Also, it is a perspective other people want. Mainstream media is so narrow, they ought to call it “narrowstream,” in the way it looks at news and at people, the way it stereotypes people. So if you want to be well-read, you wouldn’t just read Time and Newsweek and U.S. News & World Report. We get white readers, we get lots of white readers all the time.

You’ve assembled writers from virtually every major mainstream daily; how’ve you done it, and why?

I was not impressed by the staff they had before. There’s not a single person that is still here from when I came in. That may sound cold to a lot of people, but if I want a news-oriented magazine, I want someone with a news background. I knew I had to do that, and moving to Washington made it easier. The staff all came here for an idea. The idea is that we can make a black publication, make it first-class, do the same kind of work we did before and not make excuses for it. I was about to go overseas as a foreign correspondent when this opportunity came up. There was no reason to hesitate. Some people say, “Why would you leave the Chicago Tribune, the security?” This is a dream, to come down here and almost start from the ground up.

What about the contrarian argument, that you are going to draw the black talent away from the mainstream press so that the mainstream press gets even worse?

It’s kind of hard to imagine it being any worse.

I knew you were going to say that.

The people I’m using all still work at their regular jobs—Time, Newsweek, New York Times—but the reason they are writing here is that they are so frustrated. I won’t say his name, but one major writer for a major publication had been waiting to run a story in his publication for 18 months, and once the story ran here, his editor was like, “Oh, I guess we should have run that story.” Journalists of color are totally frustrated. When I was at the Tribune, I was happy if there were three or four stories a year that I was excited about—stories about the black experience. That would be a banner year for me.

So you think that the frustration level is higher for black journalists than it is for journalists in general? We’re all frustrated.

Of course. It’s a character maker—a job qualification—that you be frustrated. But it is much higher for black journalists, because you see very, very little change. You hear all the words about multiculturalism, diversity, and it’s still a white male club and we expect it to stay that way. You still see the stereotypes. Even though there are more whites on welfare, if you see a picture of a welfare mother in the newspaper, it’s going to be a black. Or if you see someone connected with a crime and handcuffed, they are going to be black. Things really have not changed.

And if we are talking about opportunity—I could have been at the Chicago Tribune 100 years, and I wouldn’t have been the editor of it, and that’s the reality of it. You just accept it.

Why wouldn’t you become the editor of the Chicago Tribune?
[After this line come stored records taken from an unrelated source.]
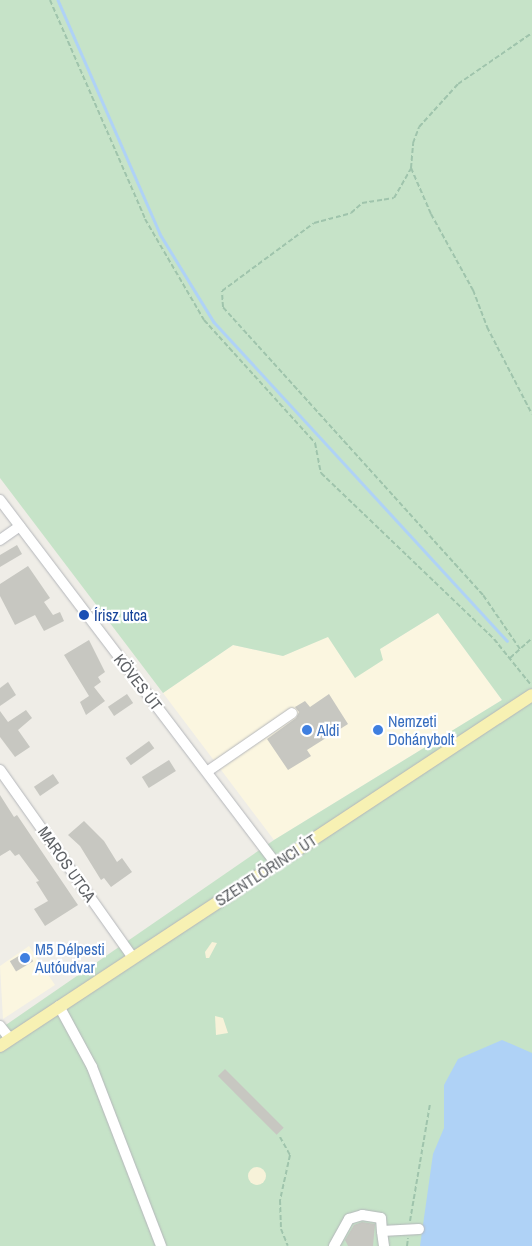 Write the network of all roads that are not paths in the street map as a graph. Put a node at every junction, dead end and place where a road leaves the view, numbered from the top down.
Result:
1 (0, 500) edge
2 (20, 526) junction
3 (0, 540) edge
4 (532, 695) edge
5 (292, 713) dead end
6 (0, 770) edge
7 (208, 770) junction
8 (276, 863) junction
9 (133, 958) junction
10 (59, 1006) junction
11 (0, 1026) edge
12 (5, 1043) edge
13 (414, 1229) road end
14 (382, 1231) junction
15 (161, 1246) edge
16 (334, 1246) edge
17 (384, 1246) edge

1 - 2 street, KÖVES ÚT
2 - 3 street
2 - 7 street, KÖVES ÚT
4 - 8 main road, SZENTLŐRINCI ÚT
5 - 7 street
6 - 9 street, MAROS UTCA
7 - 8 street, KÖVES ÚT
8 - 9 main road, SZENTLŐRINCI ÚT
9 - 10 main road, SZENTLŐRINCI ÚT
10 - 12 main road, SZENTLŐRINCI ÚT
10 - 15 street
11 - 12 street
13 - 14 street
14 - 16 street
14 - 17 street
A lot of reasons. One, they have a lot of qualified people who can get there. And two, you can count on less than one hand the number of [black] people who are editors of a mainstream newspaper. It just doesn’t happen. You’re talking about information, you’re talking about power. You’re talking about shaping opinions. They don’t give it up too easily.

Both the alternative and mainstream press worry about their lack of minority staffers.

I get sick of excuses, of people that say we can’t find [black journalists]—that’s bullshit. I’ve been running lots of journalism workshops, and I have no problem finding them. Get these kids young, get them interested in journalism.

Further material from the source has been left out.